Thursday, agonizingly left Matt on the couch in pain and exhaustion and prayed that he would get some rest while we went back to school, taking a few more children. Picked up the car on the way home and thanked them So Much for their honesty and grace in fixing it for free. Drove home for the first time hearing No vague rattles of any kind at all. Did vast amounts of laundry, lectured Matt about his pain level and how he should call the doctor, and got the children into their beds for a rest. Neglected such a rest myself in preparing for day three of school. Enjoyed a delicious and early supper of rice and peanut chicken, forced Matt to take some excellent medical advice and change medication and went to bed at 7:30.

By Friday had become SO organized and clever that I woke up to find I had laid all the breakfast things out already. Stood around in a fog watching the children get dressed, clean up and eat their breakfast. Arrived EARLY at school for another profitable and excellent morning.

So you see, we more than survived what promised to be a trial. In a few moments I'm going to potter next door to church and fuss with Sunday School stuff as Mission Sunday is tomorrow. And there's lots of other stuff to do, amongst them being a nap, and some meditation on the goodness of God and the strength of his Body.

Monday, September 06, 2010

Fall

The leaves on the hill outside my window are changing already. I have it in my mind that the fall colors always peak on October 10th. This is the arbitrary and unscientific date that I have fixed upon, probably because for the first four years of marriage I was pretty sure that Matt's birthday was the 10th, not the 7th. Last year the leaves didn't peak on the 10th. Every year I worry, as indeed this year, that it won't be the 10th--it will be too early or too late. I think about this always as I drive, counting the trees that have a few leaves of color and the ones that have none at all. And then, for those few days in October, desperately savoring each drive until the leaves begin to fall and we begin the long inevitable slide into winter.

This year comes with great sorrow. The neighbors have, as far as I can judge, sinfully cut down Three Beautiful Trees that were particularly and painfully exquisite in the fall. I hovered at my window the days they were being cut, trying to see whether the wood looked sick at all, or if any branches were dead. After three days of window gazing I am SURE they were quite well and were therefore cut for a Bad Reason, whatever it might be. I said to myself over and over in rage and sorrow of the men out cutting and chipping and drinking thermoses of coffee, "They were like those who swing axes in a forest of trees." (Psalm 74:5 ESV)
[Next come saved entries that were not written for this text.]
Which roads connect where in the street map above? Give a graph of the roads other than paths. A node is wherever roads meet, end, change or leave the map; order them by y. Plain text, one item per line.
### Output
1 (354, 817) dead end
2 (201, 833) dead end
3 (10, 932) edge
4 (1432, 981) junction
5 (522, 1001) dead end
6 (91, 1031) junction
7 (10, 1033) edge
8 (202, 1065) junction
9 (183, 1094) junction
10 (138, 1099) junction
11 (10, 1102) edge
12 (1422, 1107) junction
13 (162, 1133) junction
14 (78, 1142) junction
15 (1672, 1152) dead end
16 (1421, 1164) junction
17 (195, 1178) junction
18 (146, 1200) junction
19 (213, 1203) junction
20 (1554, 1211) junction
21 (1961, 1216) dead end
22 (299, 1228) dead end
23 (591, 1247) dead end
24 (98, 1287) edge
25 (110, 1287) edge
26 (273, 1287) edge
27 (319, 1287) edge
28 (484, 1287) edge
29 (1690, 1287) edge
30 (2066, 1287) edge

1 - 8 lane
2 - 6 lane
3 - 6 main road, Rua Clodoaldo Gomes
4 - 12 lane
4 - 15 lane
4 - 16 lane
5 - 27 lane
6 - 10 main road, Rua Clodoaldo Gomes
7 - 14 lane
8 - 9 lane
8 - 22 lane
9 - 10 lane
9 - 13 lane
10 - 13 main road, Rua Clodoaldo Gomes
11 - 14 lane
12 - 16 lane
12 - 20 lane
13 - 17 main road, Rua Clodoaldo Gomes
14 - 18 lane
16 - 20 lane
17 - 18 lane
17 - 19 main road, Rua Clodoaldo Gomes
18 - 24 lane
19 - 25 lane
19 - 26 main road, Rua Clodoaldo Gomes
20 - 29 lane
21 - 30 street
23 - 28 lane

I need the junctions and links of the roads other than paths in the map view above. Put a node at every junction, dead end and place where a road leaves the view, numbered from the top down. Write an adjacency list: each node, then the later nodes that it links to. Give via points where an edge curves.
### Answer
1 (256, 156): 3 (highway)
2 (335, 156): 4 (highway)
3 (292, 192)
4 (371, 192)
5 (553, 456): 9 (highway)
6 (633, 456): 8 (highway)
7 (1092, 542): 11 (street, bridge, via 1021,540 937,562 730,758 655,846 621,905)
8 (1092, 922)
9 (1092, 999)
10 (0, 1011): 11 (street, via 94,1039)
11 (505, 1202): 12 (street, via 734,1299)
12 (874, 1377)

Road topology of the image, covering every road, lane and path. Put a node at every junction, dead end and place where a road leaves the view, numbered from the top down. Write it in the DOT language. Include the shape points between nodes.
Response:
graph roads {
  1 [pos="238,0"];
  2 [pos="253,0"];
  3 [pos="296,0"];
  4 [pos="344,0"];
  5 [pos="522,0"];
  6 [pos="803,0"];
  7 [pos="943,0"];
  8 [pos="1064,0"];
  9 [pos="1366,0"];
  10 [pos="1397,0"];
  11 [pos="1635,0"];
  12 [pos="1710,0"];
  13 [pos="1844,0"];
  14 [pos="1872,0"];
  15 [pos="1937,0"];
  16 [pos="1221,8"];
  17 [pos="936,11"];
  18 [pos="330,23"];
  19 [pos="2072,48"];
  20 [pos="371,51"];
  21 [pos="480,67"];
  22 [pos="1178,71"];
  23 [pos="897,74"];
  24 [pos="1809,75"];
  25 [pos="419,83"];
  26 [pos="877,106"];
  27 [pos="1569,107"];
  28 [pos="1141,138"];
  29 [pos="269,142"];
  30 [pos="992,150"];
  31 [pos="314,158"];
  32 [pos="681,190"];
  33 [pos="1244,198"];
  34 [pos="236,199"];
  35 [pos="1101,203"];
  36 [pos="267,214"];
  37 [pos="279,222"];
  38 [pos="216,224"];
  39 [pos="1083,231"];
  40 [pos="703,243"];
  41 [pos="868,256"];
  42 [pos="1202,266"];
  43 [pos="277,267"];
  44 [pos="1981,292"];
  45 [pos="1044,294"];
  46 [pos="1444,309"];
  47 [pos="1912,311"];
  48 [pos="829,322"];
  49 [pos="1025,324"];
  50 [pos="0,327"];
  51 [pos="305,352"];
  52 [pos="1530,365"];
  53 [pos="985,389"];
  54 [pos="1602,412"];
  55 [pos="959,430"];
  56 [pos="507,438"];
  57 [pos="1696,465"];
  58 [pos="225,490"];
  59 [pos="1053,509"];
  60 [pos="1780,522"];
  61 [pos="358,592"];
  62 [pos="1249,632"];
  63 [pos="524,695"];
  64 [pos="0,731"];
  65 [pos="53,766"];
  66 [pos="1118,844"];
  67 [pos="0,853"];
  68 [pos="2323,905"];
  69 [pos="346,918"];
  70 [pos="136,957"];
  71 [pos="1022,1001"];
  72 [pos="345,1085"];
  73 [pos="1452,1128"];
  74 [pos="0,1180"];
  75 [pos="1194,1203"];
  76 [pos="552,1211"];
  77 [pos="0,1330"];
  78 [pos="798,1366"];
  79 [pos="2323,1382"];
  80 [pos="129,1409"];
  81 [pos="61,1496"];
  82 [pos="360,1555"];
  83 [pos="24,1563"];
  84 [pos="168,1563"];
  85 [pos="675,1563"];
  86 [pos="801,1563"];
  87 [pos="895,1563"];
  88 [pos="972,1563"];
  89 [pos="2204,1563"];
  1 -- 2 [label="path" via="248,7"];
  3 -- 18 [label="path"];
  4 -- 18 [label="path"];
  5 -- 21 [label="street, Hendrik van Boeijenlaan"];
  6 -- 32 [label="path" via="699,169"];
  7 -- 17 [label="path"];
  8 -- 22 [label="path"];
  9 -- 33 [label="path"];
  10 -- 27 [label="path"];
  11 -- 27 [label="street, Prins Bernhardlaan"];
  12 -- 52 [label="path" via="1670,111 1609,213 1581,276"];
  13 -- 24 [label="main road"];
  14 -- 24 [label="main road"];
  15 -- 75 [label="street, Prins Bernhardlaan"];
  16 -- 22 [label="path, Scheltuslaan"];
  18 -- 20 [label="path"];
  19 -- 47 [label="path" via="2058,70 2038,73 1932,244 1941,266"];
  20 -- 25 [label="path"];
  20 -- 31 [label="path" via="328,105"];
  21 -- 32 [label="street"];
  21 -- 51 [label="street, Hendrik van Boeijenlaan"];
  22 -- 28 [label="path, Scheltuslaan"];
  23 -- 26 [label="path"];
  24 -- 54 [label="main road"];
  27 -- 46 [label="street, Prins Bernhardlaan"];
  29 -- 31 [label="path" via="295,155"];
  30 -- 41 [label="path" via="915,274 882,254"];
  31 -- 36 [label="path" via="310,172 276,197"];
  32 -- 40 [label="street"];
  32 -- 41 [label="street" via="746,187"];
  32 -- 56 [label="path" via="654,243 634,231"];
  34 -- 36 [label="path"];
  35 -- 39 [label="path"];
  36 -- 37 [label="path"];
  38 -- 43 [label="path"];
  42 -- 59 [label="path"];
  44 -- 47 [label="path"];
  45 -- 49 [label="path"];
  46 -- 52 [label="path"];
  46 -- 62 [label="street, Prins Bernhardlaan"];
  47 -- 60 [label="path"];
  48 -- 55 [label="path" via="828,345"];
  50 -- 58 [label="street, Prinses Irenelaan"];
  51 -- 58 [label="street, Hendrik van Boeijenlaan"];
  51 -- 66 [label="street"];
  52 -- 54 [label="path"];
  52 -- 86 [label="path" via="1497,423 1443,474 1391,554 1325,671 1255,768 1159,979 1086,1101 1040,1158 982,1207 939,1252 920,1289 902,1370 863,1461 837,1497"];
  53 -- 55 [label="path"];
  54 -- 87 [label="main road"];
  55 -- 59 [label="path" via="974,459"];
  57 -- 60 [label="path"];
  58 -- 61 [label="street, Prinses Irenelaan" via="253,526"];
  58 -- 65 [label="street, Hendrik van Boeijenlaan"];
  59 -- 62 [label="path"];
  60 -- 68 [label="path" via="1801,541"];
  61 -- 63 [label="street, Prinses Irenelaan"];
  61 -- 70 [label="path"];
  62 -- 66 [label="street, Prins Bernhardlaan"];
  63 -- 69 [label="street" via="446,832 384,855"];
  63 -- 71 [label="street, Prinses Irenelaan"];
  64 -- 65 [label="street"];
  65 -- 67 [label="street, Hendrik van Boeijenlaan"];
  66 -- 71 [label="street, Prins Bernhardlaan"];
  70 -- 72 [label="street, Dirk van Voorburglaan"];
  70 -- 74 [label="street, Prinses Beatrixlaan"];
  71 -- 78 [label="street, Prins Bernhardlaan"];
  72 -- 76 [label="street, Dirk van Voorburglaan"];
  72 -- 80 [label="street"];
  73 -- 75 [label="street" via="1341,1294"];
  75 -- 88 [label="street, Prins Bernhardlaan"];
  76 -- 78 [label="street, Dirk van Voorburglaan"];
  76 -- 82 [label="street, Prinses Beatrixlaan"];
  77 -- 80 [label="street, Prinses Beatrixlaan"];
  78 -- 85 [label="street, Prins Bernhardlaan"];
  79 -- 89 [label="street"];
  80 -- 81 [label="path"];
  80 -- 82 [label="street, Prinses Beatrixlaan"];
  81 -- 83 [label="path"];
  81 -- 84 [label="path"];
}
Our wonderful guest preacher yesterday, Rabbi Ron Goldberg, assured us that Jesus would undoubtedly return around the time, if not on, the Feast of the Trumpets. What a glorious moment! All creation (or at least the Northern Half) in a splendor of gold, red, orange, to welcome him. If He doesn't come on the Feast of the Trumpets, I hope he will come on October 10th, when the leaves are sure to peak in Binghamton. I have faith that they will.